This is a subject that I believe warrants a lively discussion, but in the end it's really going to come down to what your end application is, and testing, testing, testing......
I believe they're in the process of setting up a pool at OpenROV HQ, and that will be a great tool for testing not only tethers but all aspects of the vehicle performance. But as for tethers, we need to be aware that, while the HomePlug stuff is working great on OpenROV so far, I don't think anybody has tested it in the water yet. I think it's going to do just fine, since there are lots of anecdotes of other groups using HomePlug on one-off ROV designs, but there's no substitute for actual in-water testing.
There are a lot of personal opinions and ideas about what type of wire is best, but I don't feel there's enough real data to make any kind of definitive statement. One of the best things about HomePlug is that it adapts itself (through an auto-equalization process) to whatever kind of cable you're using, so we can swap out different kinds of tethers rapidly for testing purposes. In the field this is an ever bigger advantage. I know Eric is a big fan of inexpensive tethers, so that when a tether breaks or corrodes or whatever you can just change it out. But it also opens up the possibility of having multiple tethers, and picking a tether for any given mission that best suits that mission. So, to summarize my thoughts and answer some of your questions:
- The need for finding a workable connector scheme for the tether on the outside of the ROV should be bumped up in everybody's mental priority queue. I think that once we have a way for doing fast swapout of tethers, folks are going to be amazed at the capability that it brings to the ROV.

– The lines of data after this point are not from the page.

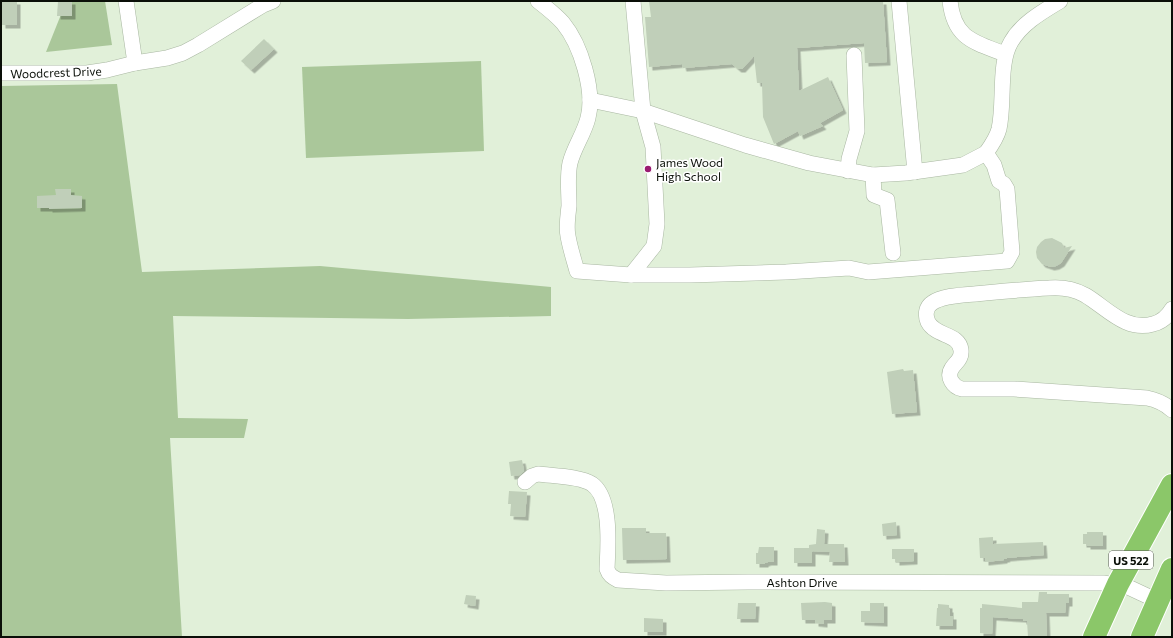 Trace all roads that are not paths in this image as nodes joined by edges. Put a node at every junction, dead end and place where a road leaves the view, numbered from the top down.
1 (126, 1) edge
2 (273, 1) edge
3 (538, 1) edge
4 (633, 1) edge
5 (899, 1) edge
6 (950, 1) edge
7 (1060, 1) edge
8 (1005, 54) junction
9 (854, 55) dead end
10 (134, 63) junction
11 (1, 73) edge
12 (590, 100) junction
13 (643, 111) junction
14 (986, 153) junction
15 (848, 171) junction
16 (915, 172) junction
17 (873, 175) junction
18 (893, 253) dead end
19 (631, 275) junction
20 (1172, 309) edge
21 (1172, 410) edge
22 (525, 482) dead end
23 (1172, 485) edge
24 (1172, 569) edge
25 (1118, 584) junction
26 (1158, 602) junction
27 (1094, 637) edge
28 (1142, 637) edge

1 - 10 street
2 - 10 street, Woodcrest Drive
3 - 12 street
4 - 13 street
5 - 16 street
6 - 8 street
7 - 8 street
8 - 14 street
9 - 15 street
10 - 11 street, Woodcrest Drive
12 - 13 street
12 - 19 street
13 - 15 street
13 - 19 street
14 - 16 street
14 - 19 street
15 - 17 street
16 - 17 street
17 - 18 street
20 - 21 street
22 - 25 street, Ashton Drive
23 - 25 highway, US 522
24 - 26 highway, US 522
25 - 26 street, Ashton Drive
25 - 27 highway, US 522
26 - 28 highway, US 522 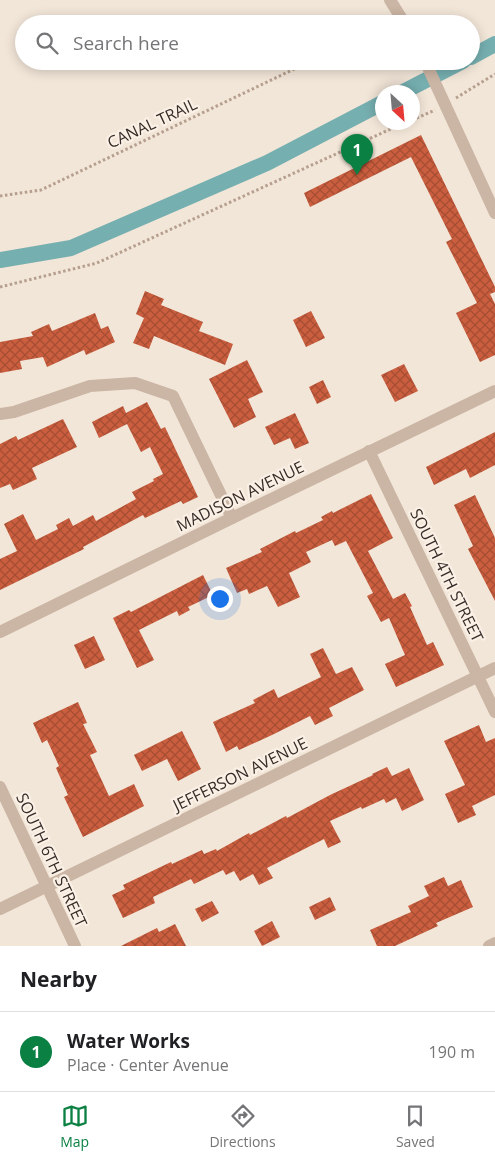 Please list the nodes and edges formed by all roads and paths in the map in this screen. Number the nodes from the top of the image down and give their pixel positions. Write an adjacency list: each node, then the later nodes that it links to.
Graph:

- I don't think twisted vs. untwisted makes any difference for HomePlug.
- In my mind, the outer jacket is just one more place to trap saltwater and add tether drag. If I'm going to add mass to my tether, it's going to be either in more copper, or, for exotic applications, a Kevlar strength member.

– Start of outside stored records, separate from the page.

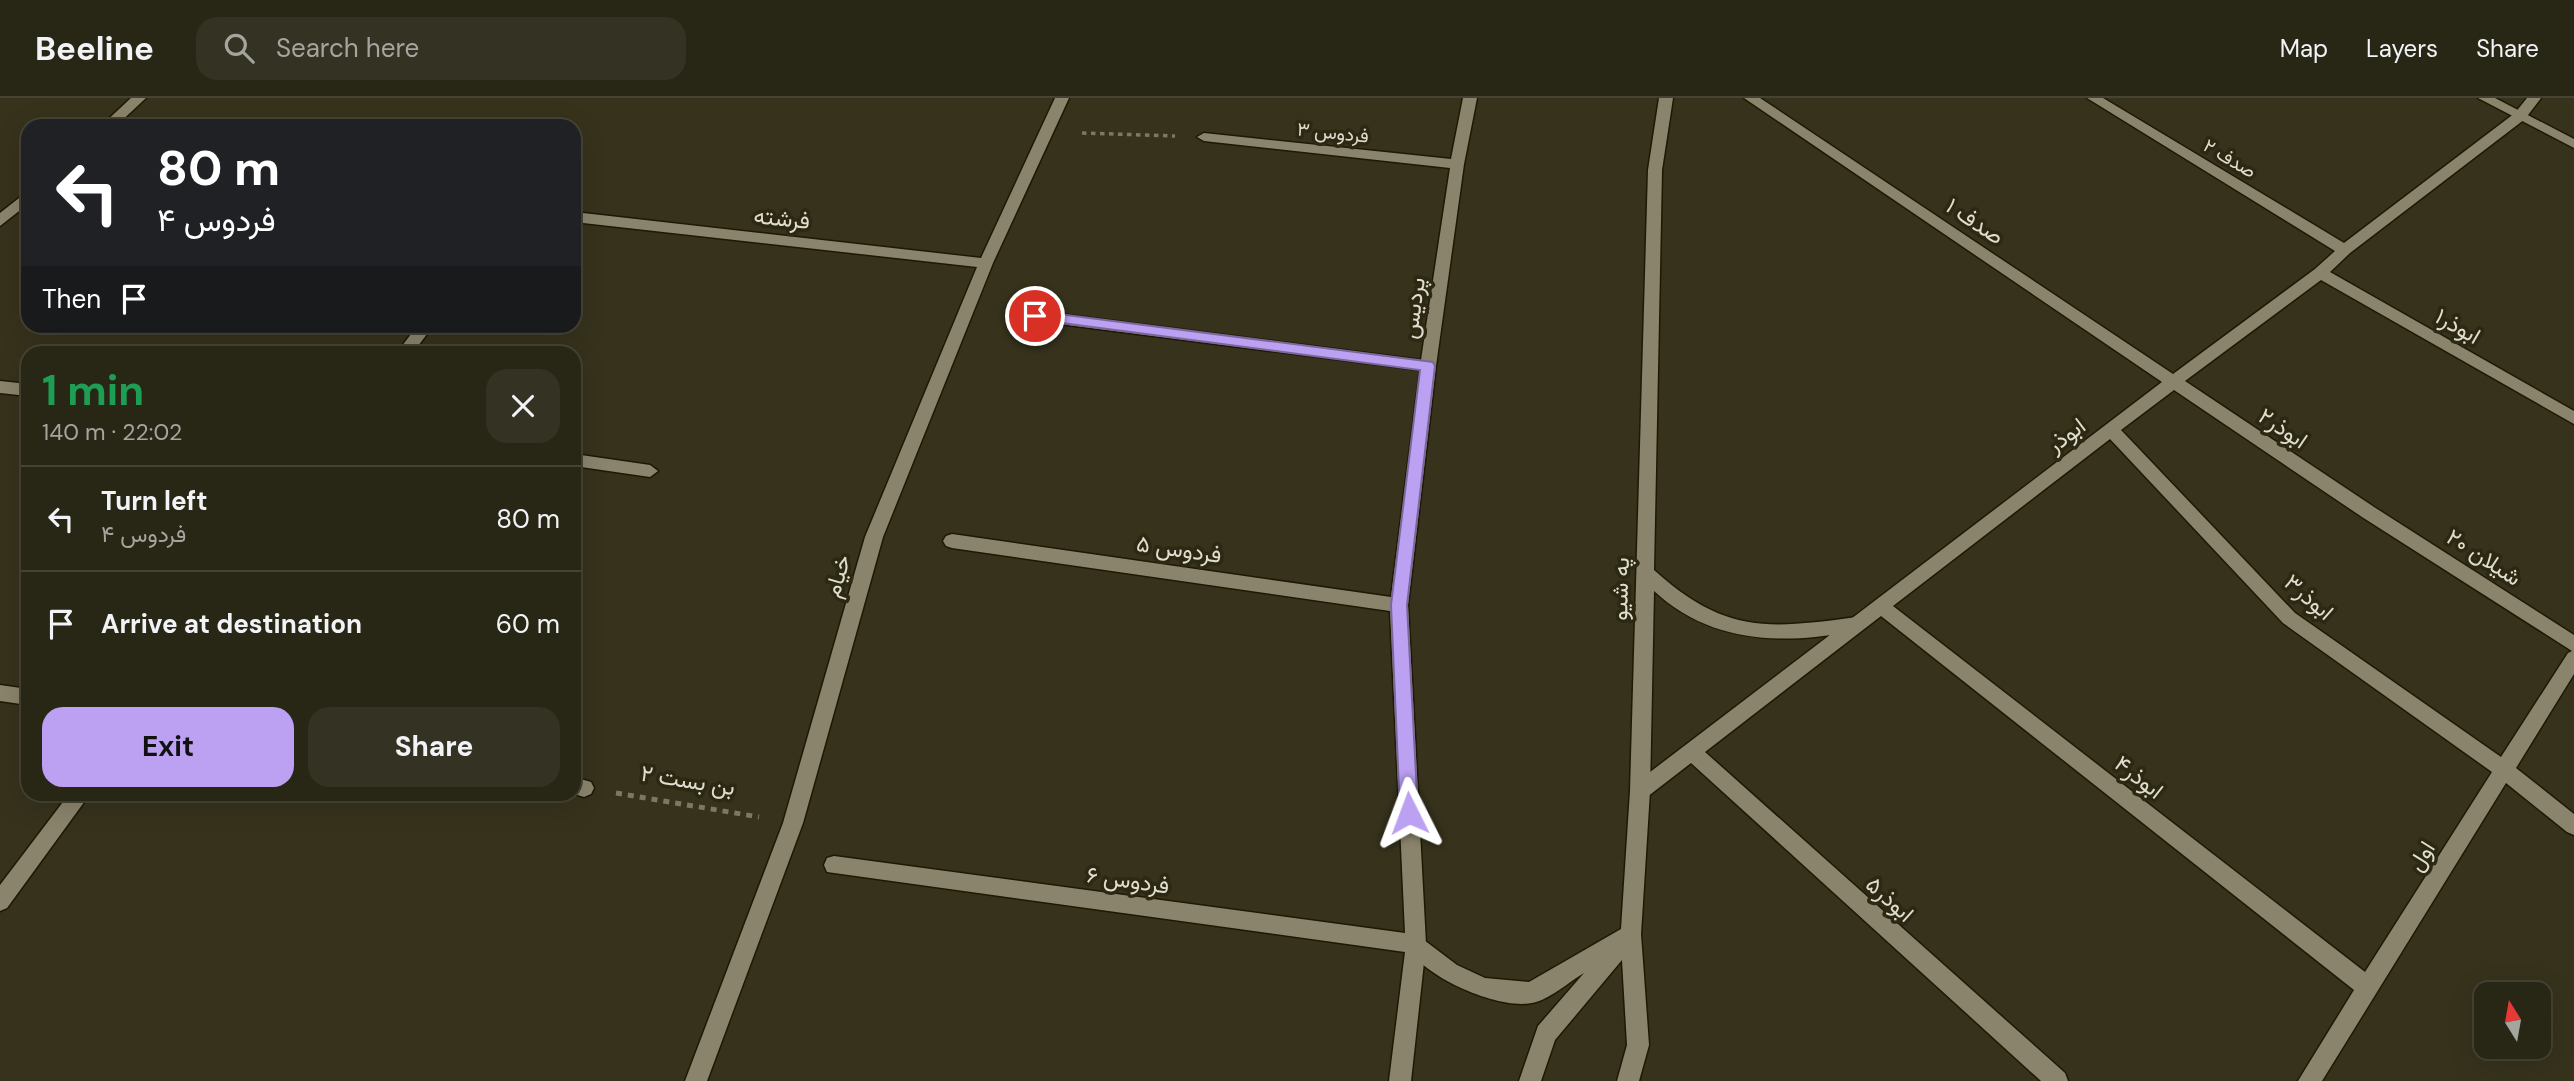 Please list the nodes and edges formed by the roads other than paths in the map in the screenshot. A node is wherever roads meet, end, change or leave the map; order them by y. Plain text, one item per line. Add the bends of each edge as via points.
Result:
1 (139, 98) edge
2 (1062, 98) edge
3 (1470, 98) edge
4 (1666, 98) edge
5 (1751, 98) edge
6 (2094, 98) edge
7 (2485, 98) edge
8 (2534, 98) edge
9 (2520, 116) junction
10 (116, 119) edge
11 (1204, 137) road end
12 (2574, 144) edge
13 (1457, 164) junction
14 (21, 202) edge
15 (581, 219) edge
16 (0, 221) edge
17 (2345, 250) junction
18 (986, 263) junction
19 (2320, 273) junction
20 (1035, 316) dead end
21 (1428, 366) junction
22 (2173, 382) junction
23 (0, 387) edge
24 (21, 389) edge
25 (2574, 418) edge
26 (2111, 430) junction
27 (581, 461) edge
28 (650, 471) dead end
29 (2368, 512) joint
30 (952, 541) dead end
31 (1647, 574) junction
32 (1399, 605) junction
33 (1880, 606) junction
34 (1857, 624) junction
35 (2574, 644) edge
36 (2574, 658) edge
37 (0, 693) edge
38 (21, 696) edge
39 (1691, 751) junction
40 (2504, 770) junction
41 (1640, 791) junction
42 (75, 801) edge
43 (2574, 826) edge
44 (834, 865) dead end
45 (0, 901) edge
46 (1631, 934) junction
47 (1416, 944) junction
48 (2367, 987) junction
49 (696, 1081) edge
50 (1400, 1081) edge
51 (1530, 1081) edge
52 (1628, 1081) edge
53 (2057, 1081) edge
54 (2309, 1081) edge

1 - 10 street
2 - 18 street, خیام
3 - 13 street, پردیس
4 - 31 street, په شیو via 1656,170
5 - 22 street, صدف ۱
6 - 17 street, صدف ۲
7 - 9 street
8 - 9 street, ابوذر
9 - 12 street
9 - 17 street, ابوذر
11 - 13 street, فردوس ۳
13 - 21 street, پردیس
14 - 16 street
15 - 18 street, فرشته
17 - 19 street, ابوذر
18 - 49 street, خیام via 874,537 793,823
19 - 22 street, ابوذر
19 - 25 street, ابوذر۱
20 - 21 street
21 - 32 street, پردیس
22 - 26 street, ابوذر
22 - 29 street, ابوذر۲
23 - 24 street
26 - 33 street, ابوذر
26 - 40 street, ابوذر۳ via 2289,618
27 - 28 street
29 - 35 street, شیلان ۲۰
30 - 32 street, فردوس ۵
31 - 34 street via 1671,599 1702,618 1739,629 1812,631
31 - 41 street, په شیو
32 - 47 street, پردیس
33 - 34 street, ابوذر
33 - 48 street, ابوذر۴
34 - 39 street, ابوذر
36 - 40 street, اول
37 - 38 street
39 - 41 street, ابوذر
39 - 53 street, ابوذر۵
40 - 43 street, ابوذر۳
40 - 48 street, اول
41 - 46 street, په شیو
42 - 45 street
44 - 47 street, فردوس ۶
46 - 47 street via 1531,993 1484,988 1450,972
46 - 51 street via 1546,1034
46 - 52 street, په شیو via 1638,1045
47 - 50 street, پردیس
48 - 54 street, اول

- Eric is a big fan of using the thinnest possible tether possible, to minimize water drag. One downside is tether tensile strength, so you've got to be real careful when you're driving around objects with a thin tether. I'm also concerned that the really thin tethers are going to end up being invisible in the water, so it will be tough to get yourself unstuck if you get caught somewhere. Note that once we get real HD video working properly, the tether visibility issue will be eased somewhat.
-I'm a big fan of sending power over the tether, since I'm looking at missions that need a longer run length than ~1 hr. This is going to require a thicker tether. For the OpenROV kits I'm getting in the next batch, I'm thinking 22AWG tether without an external jacket. Again, if we find a proper connector solution, then I'm not going to have to choose during construction.
- For power over tether, the amount of power you can squeeze over the tether goes up as the square of the voltage you apply to it. There is the temptation to apply as much voltage as possible, but you end up with safety issues with people working around the water. This is not a new problem, and there's a standard kicking around somewhere that defines how to safely send power through a tether where people are nearby. I haven't had the time to look this up, and it would be nice if somebody could find this and maybe get it placed on this web site as a reference document.
- To get an idea of how much power you can get over the tether, measure the resistance of one side (one conductor) of your tether. If we apply a voltage V, and the conductor resistance is R, then the maximum power you can send through is:
(V * V) / (8 * R)
Figuring out why this is so makes for an interesting Matlab simulation or scribbling on the back of an envelope. Enjoy.